## REQUIRED ACTION
All entries are to be transcribed verbatim, but images are not carried over.

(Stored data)
##############################

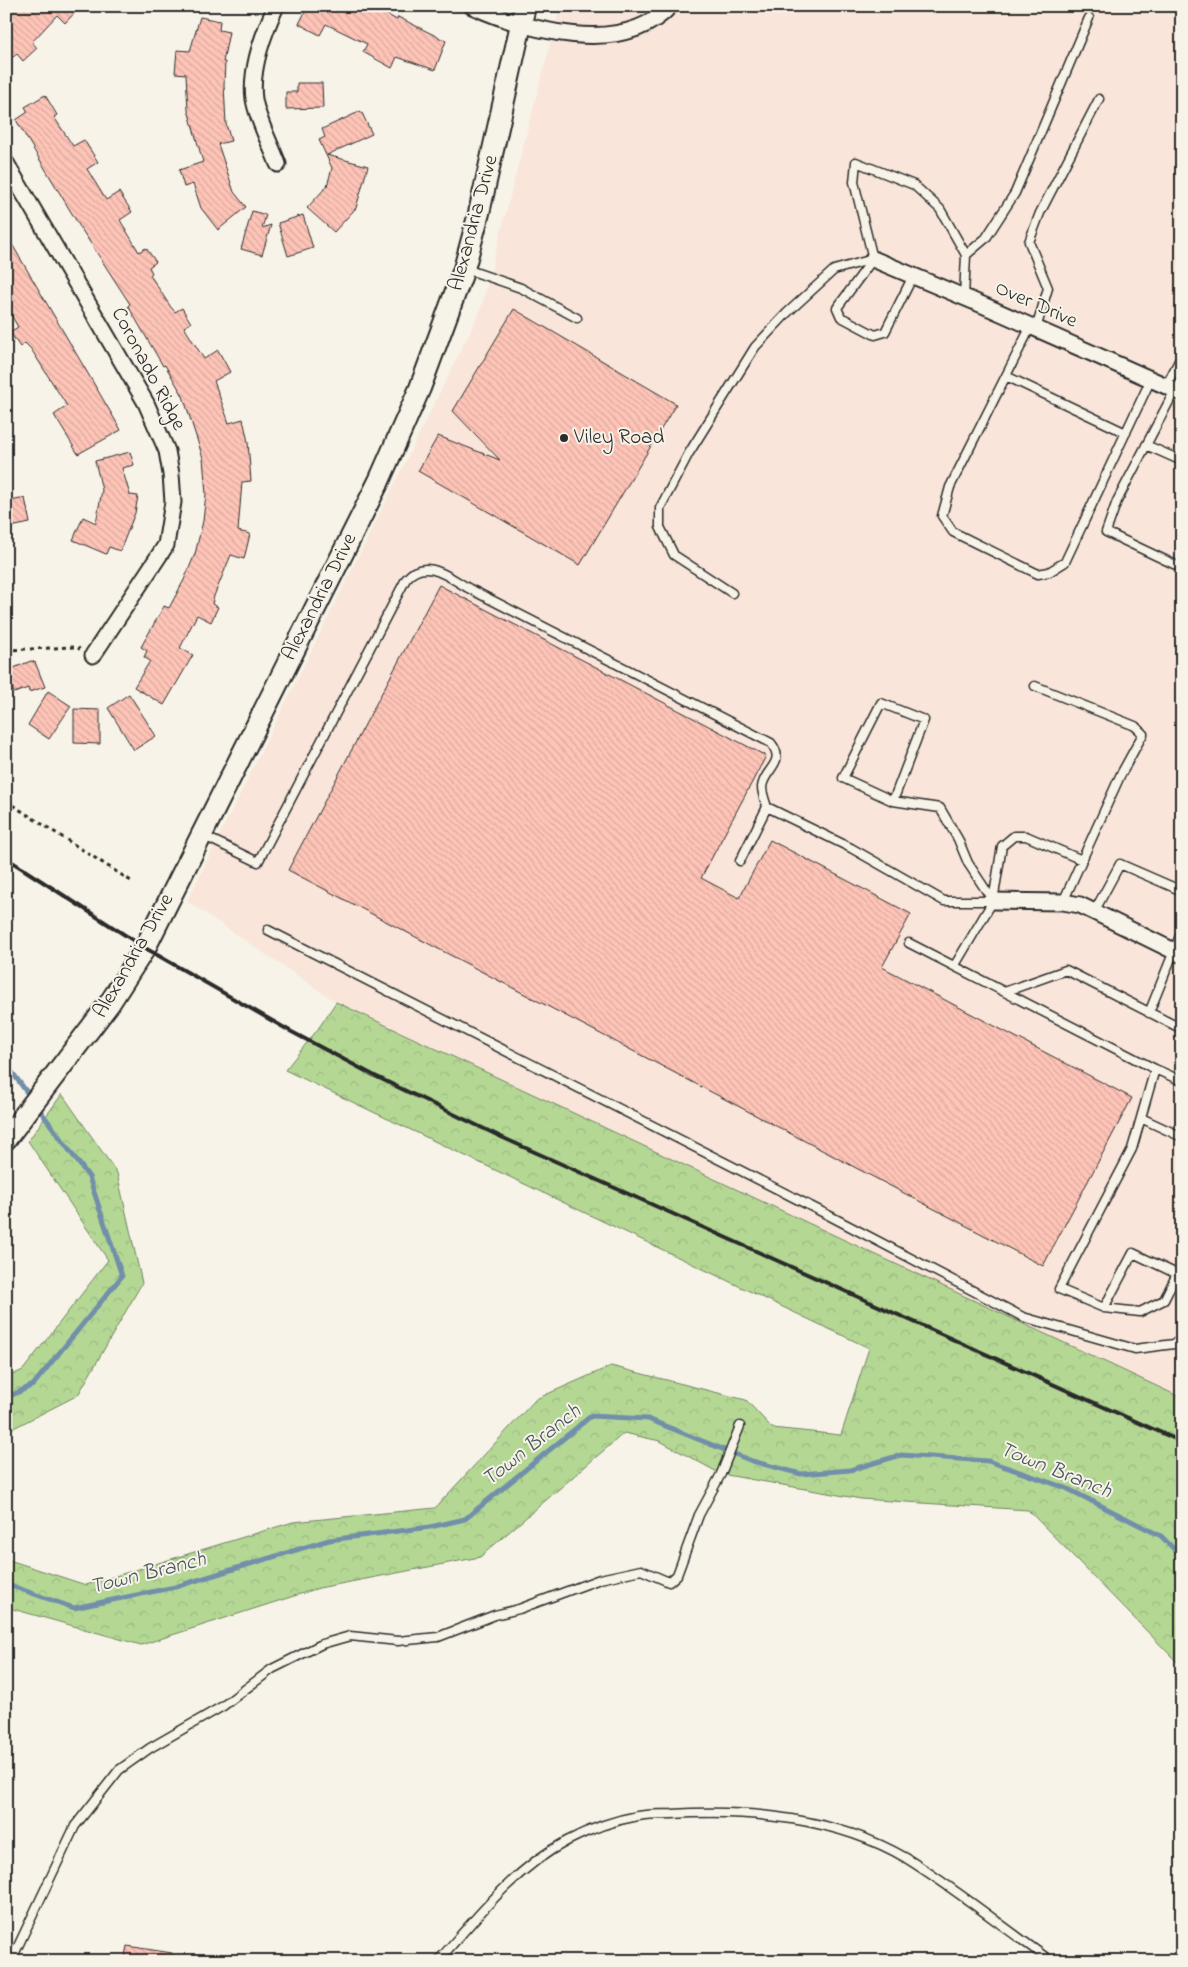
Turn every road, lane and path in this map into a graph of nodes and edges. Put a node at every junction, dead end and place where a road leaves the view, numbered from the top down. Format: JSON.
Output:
{"nodes":[{"id":1,"x":276,"y":6,"type":"edge"},
{"id":2,"x":472,"y":6,"type":"edge"},
{"id":3,"x":525,"y":6,"type":"edge"},
{"id":4,"x":670,"y":6,"type":"edge"},
{"id":5,"x":1089,"y":18,"type":"dead end"},
{"id":6,"x":521,"y":26,"type":"junction"},
{"id":7,"x":1099,"y":99,"type":"dead end"},
{"id":8,"x":6,"y":163,"type":"edge"},
{"id":9,"x":278,"y":164,"type":"dead end"},
{"id":10,"x":966,"y":255,"type":"junction"},
{"id":11,"x":873,"y":259,"type":"junction"},
{"id":12,"x":464,"y":268,"type":"junction"},
{"id":13,"x":913,"y":276,"type":"junction"},
{"id":14,"x":964,"y":297,"type":"junction"},
{"id":15,"x":578,"y":318,"type":"dead end"},
{"id":16,"x":1034,"y":327,"type":"junction"},
{"id":17,"x":1182,"y":355,"type":"edge"},
{"id":18,"x":1006,"y":376,"type":"junction"},
{"id":19,"x":1151,"y":379,"type":"junction"},
{"id":20,"x":1174,"y":390,"type":"edge"},
{"id":21,"x":1126,"y":433,"type":"junction"},
{"id":22,"x":1146,"y":445,"type":"junction"},
{"id":23,"x":1182,"y":461,"type":"edge"},
{"id":24,"x":1182,"y":568,"type":"edge"},
{"id":25,"x":732,"y":592,"type":"dead end"},
{"id":26,"x":6,"y":650,"type":"edge"},
{"id":27,"x":93,"y":655,"type":"joint"},
{"id":28,"x":1036,"y":686,"type":"dead end"},
{"id":29,"x":6,"y":801,"type":"edge"},
{"id":30,"x":893,"y":801,"type":"junction"},
{"id":31,"x":767,"y":807,"type":"junction"},
{"id":32,"x":201,"y":835,"type":"junction"},
{"id":33,"x":1082,"y":860,"type":"junction"},
{"id":34,"x":740,"y":862,"type":"dead end"},
{"id":35,"x":131,"y":881,"type":"dead end"},
{"id":36,"x":1182,"y":891,"type":"edge"},
{"id":37,"x":993,"y":901,"type":"junction"},
{"id":38,"x":1063,"y":902,"type":"junction"},
{"id":39,"x":1094,"y":912,"type":"junction"},
{"id":40,"x":268,"y":930,"type":"dead end"},
{"id":41,"x":1182,"y":931,"type":"edge"},
{"id":42,"x":910,"y":943,"type":"dead end"},
{"id":43,"x":1178,"y":953,"type":"edge"},
{"id":44,"x":954,"y":965,"type":"junction"},
{"id":45,"x":1007,"y":991,"type":"junction"},
{"id":46,"x":1149,"y":1013,"type":"junction"},
{"id":47,"x":1182,"y":1029,"type":"edge"},
{"id":48,"x":1155,"y":1069,"type":"junction"},
{"id":49,"x":1182,"y":1081,"type":"edge"},
{"id":50,"x":1141,"y":1118,"type":"junction"},
{"id":51,"x":1182,"y":1137,"type":"edge"},
{"id":52,"x":6,"y":1139,"type":"edge"},
{"id":53,"x":1104,"y":1308,"type":"junction"},
{"id":54,"x":1182,"y":1339,"type":"edge"},
{"id":55,"x":740,"y":1426,"type":"dead end"},
{"id":56,"x":11,"y":1961,"type":"edge"},
{"id":57,"x":438,"y":1961,"type":"edge"},
{"id":58,"x":1051,"y":1961,"type":"edge"}],
"edges":[{"from":1,"to":9,"type":"street"},
{"from":2,"to":6,"type":"street"},
{"from":3,"to":6,"type":"street","name":"Alexandria Drive"},
{"from":4,"to":6,"type":"street"},
{"from":5,"to":10,"type":"lane"},
{"from":6,"to":12,"type":"street","name":"Alexandria Drive"},
{"from":7,"to":16,"type":"lane"},
{"from":8,"to":27,"type":"street","name":"Coronado Ridge"},
{"from":10,"to":11,"type":"lane"},
{"from":10,"to":14,"type":"lane"},
{"from":11,"to":13,"type":"street","name":"Over Drive"},
{"from":11,"to":13,"type":"lane"},
{"from":11,"to":25,"type":"lane"},
{"from":12,"to":15,"type":"lane"},
{"from":12,"to":32,"type":"street","name":"Alexandria Drive"},
{"from":13,"to":14,"type":"street","name":"Over Drive"},
{"from":14,"to":16,"type":"street","name":"Over Drive"},
{"from":16,"to":18,"type":"lane"},
{"from":16,"to":19,"type":"street","name":"Over Drive"},
{"from":17,"to":20,"type":"lane"},
{"from":18,"to":21,"type":"lane"},
{"from":18,"to":21,"type":"lane"},
{"from":19,"to":20,"type":"street","name":"Over Drive"},
{"from":19,"to":21,"type":"lane"},
{"from":20,"to":22,"type":"lane"},
{"from":22,"to":23,"type":"lane"},
{"from":22,"to":24,"type":"lane"},
{"from":26,"to":27,"type":"path"},
{"from":28,"to":33,"type":"lane"},
{"from":29,"to":35,"type":"path"},
{"from":30,"to":30,"type":"lane"},
{"from":30,"to":37,"type":"lane"},
{"from":31,"to":32,"type":"lane"},
{"from":31,"to":34,"type":"lane"},
{"from":31,"to":37,"type":"lane"},
{"from":32,"to":52,"type":"street","name":"Alexandria Drive"},
{"from":33,"to":37,"type":"lane"},
{"from":33,"to":38,"type":"lane"},
{"from":36,"to":39,"type":"lane"},
{"from":37,"to":38,"type":"street"},
{"from":37,"to":44,"type":"lane"},
{"from":38,"to":39,"type":"street"},
{"from":39,"to":43,"type":"street"},
{"from":40,"to":54,"type":"lane"},
{"from":41,"to":43,"type":"lane"},
{"from":42,"to":44,"type":"lane"},
{"from":43,"to":46,"type":"lane"},
{"from":44,"to":45,"type":"lane"},
{"from":45,"to":46,"type":"lane"},
{"from":45,"to":48,"type":"lane"},
{"from":46,"to":47,"type":"lane"},
{"from":48,"to":49,"type":"lane"},
{"from":48,"to":50,"type":"lane"},
{"from":50,"to":51,"type":"lane"},
{"from":50,"to":53,"type":"lane"},
{"from":53,"to":53,"type":"lane"},
{"from":55,"to":56,"type":"lane"},
{"from":57,"to":58,"type":"lane"}]}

##############################

## ANSWER
Turn every road, lane and path in this map into a graph of nodes and edges. Put a node at every junction, dead end and place where a road leaves the view, numbered from the top down. Format: JSON.
Output:
{"nodes":[{"id":1,"x":276,"y":6,"type":"edge"},
{"id":2,"x":472,"y":6,"type":"edge"},
{"id":3,"x":525,"y":6,"type":"edge"},
{"id":4,"x":670,"y":6,"type":"edge"},
{"id":5,"x":1089,"y":18,"type":"dead end"},
{"id":6,"x":521,"y":26,"type":"junction"},
{"id":7,"x":1099,"y":99,"type":"dead end"},
{"id":8,"x":6,"y":163,"type":"edge"},
{"id":9,"x":278,"y":164,"type":"dead end"},
{"id":10,"x":966,"y":255,"type":"junction"},
{"id":11,"x":873,"y":259,"type":"junction"},
{"id":12,"x":464,"y":268,"type":"junction"},
{"id":13,"x":913,"y":276,"type":"junction"},
{"id":14,"x":964,"y":297,"type":"junction"},
{"id":15,"x":578,"y":318,"type":"dead end"},
{"id":16,"x":1034,"y":327,"type":"junction"},
{"id":17,"x":1182,"y":355,"type":"edge"},
{"id":18,"x":1006,"y":376,"type":"junction"},
{"id":19,"x":1151,"y":379,"type":"junction"},
{"id":20,"x":1174,"y":390,"type":"edge"},
{"id":21,"x":1126,"y":433,"type":"junction"},
{"id":22,"x":1146,"y":445,"type":"junction"},
{"id":23,"x":1182,"y":461,"type":"edge"},
{"id":24,"x":1182,"y":568,"type":"edge"},
{"id":25,"x":732,"y":592,"type":"dead end"},
{"id":26,"x":6,"y":650,"type":"edge"},
{"id":27,"x":93,"y":655,"type":"joint"},
{"id":28,"x":1036,"y":686,"type":"dead end"},
{"id":29,"x":6,"y":801,"type":"edge"},
{"id":30,"x":893,"y":801,"type":"junction"},
{"id":31,"x":767,"y":807,"type":"junction"},
{"id":32,"x":201,"y":835,"type":"junction"},
{"id":33,"x":1082,"y":860,"type":"junction"},
{"id":34,"x":740,"y":862,"type":"dead end"},
{"id":35,"x":131,"y":881,"type":"dead end"},
{"id":36,"x":1182,"y":891,"type":"edge"},
{"id":37,"x":993,"y":901,"type":"junction"},
{"id":38,"x":1063,"y":902,"type":"junction"},
{"id":39,"x":1094,"y":912,"type":"junction"},
{"id":40,"x":268,"y":930,"type":"dead end"},
{"id":41,"x":1182,"y":931,"type":"edge"},
{"id":42,"x":910,"y":943,"type":"dead end"},
{"id":43,"x":1178,"y":953,"type":"edge"},
{"id":44,"x":954,"y":965,"type":"junction"},
{"id":45,"x":1007,"y":991,"type":"junction"},
{"id":46,"x":1149,"y":1013,"type":"junction"},
{"id":47,"x":1182,"y":1029,"type":"edge"},
{"id":48,"x":1155,"y":1069,"type":"junction"},
{"id":49,"x":1182,"y":1081,"type":"edge"},
{"id":50,"x":1141,"y":1118,"type":"junction"},
{"id":51,"x":1182,"y":1137,"type":"edge"},
{"id":52,"x":6,"y":1139,"type":"edge"},
{"id":53,"x":1104,"y":1308,"type":"junction"},
{"id":54,"x":1182,"y":1339,"type":"edge"},
{"id":55,"x":740,"y":1426,"type":"dead end"},
{"id":56,"x":11,"y":1961,"type":"edge"},
{"id":57,"x":438,"y":1961,"type":"edge"},
{"id":58,"x":1051,"y":1961,"type":"edge"}],
"edges":[{"from":1,"to":9,"type":"street"},
{"from":2,"to":6,"type":"street"},
{"from":3,"to":6,"type":"street","name":"Alexandria Drive"},
{"from":4,"to":6,"type":"street"},
{"from":5,"to":10,"type":"lane"},
{"from":6,"to":12,"type":"street","name":"Alexandria Drive"},
{"from":7,"to":16,"type":"lane"},
{"from":8,"to":27,"type":"street","name":"Coronado Ridge"},
{"from":10,"to":11,"type":"lane"},
{"from":10,"to":14,"type":"lane"},
{"from":11,"to":13,"type":"street","name":"Over Drive"},
{"from":11,"to":13,"type":"lane"},
{"from":11,"to":25,"type":"lane"},
{"from":12,"to":15,"type":"lane"},
{"from":12,"to":32,"type":"street","name":"Alexandria Drive"},
{"from":13,"to":14,"type":"street","name":"Over Drive"},
{"from":14,"to":16,"type":"street","name":"Over Drive"},
{"from":16,"to":18,"type":"lane"},
{"from":16,"to":19,"type":"street","name":"Over Drive"},
{"from":17,"to":20,"type":"lane"},
{"from":18,"to":21,"type":"lane"},
{"from":18,"to":21,"type":"lane"},
{"from":19,"to":20,"type":"street","name":"Over Drive"},
{"from":19,"to":21,"type":"lane"},
{"from":20,"to":22,"type":"lane"},
{"from":22,"to":23,"type":"lane"},
{"from":22,"to":24,"type":"lane"},
{"from":26,"to":27,"type":"path"},
{"from":28,"to":33,"type":"lane"},
{"from":29,"to":35,"type":"path"},
{"from":30,"to":30,"type":"lane"},
{"from":30,"to":37,"type":"lane"},
{"from":31,"to":32,"type":"lane"},
{"from":31,"to":34,"type":"lane"},
{"from":31,"to":37,"type":"lane"},
{"from":32,"to":52,"type":"street","name":"Alexandria Drive"},
{"from":33,"to":37,"type":"lane"},
{"from":33,"to":38,"type":"lane"},
{"from":36,"to":39,"type":"lane"},
{"from":37,"to":38,"type":"street"},
{"from":37,"to":44,"type":"lane"},
{"from":38,"to":39,"type":"street"},
{"from":39,"to":43,"type":"street"},
{"from":40,"to":54,"type":"lane"},
{"from":41,"to":43,"type":"lane"},
{"from":42,"to":44,"type":"lane"},
{"from":43,"to":46,"type":"lane"},
{"from":44,"to":45,"type":"lane"},
{"from":45,"to":46,"type":"lane"},
{"from":45,"to":48,"type":"lane"},
{"from":46,"to":47,"type":"lane"},
{"from":48,"to":49,"type":"lane"},
{"from":48,"to":50,"type":"lane"},
{"from":50,"to":51,"type":"lane"},
{"from":50,"to":53,"type":"lane"},
{"from":53,"to":53,"type":"lane"},
{"from":55,"to":56,"type":"lane"},
{"from":57,"to":58,"type":"lane"}]}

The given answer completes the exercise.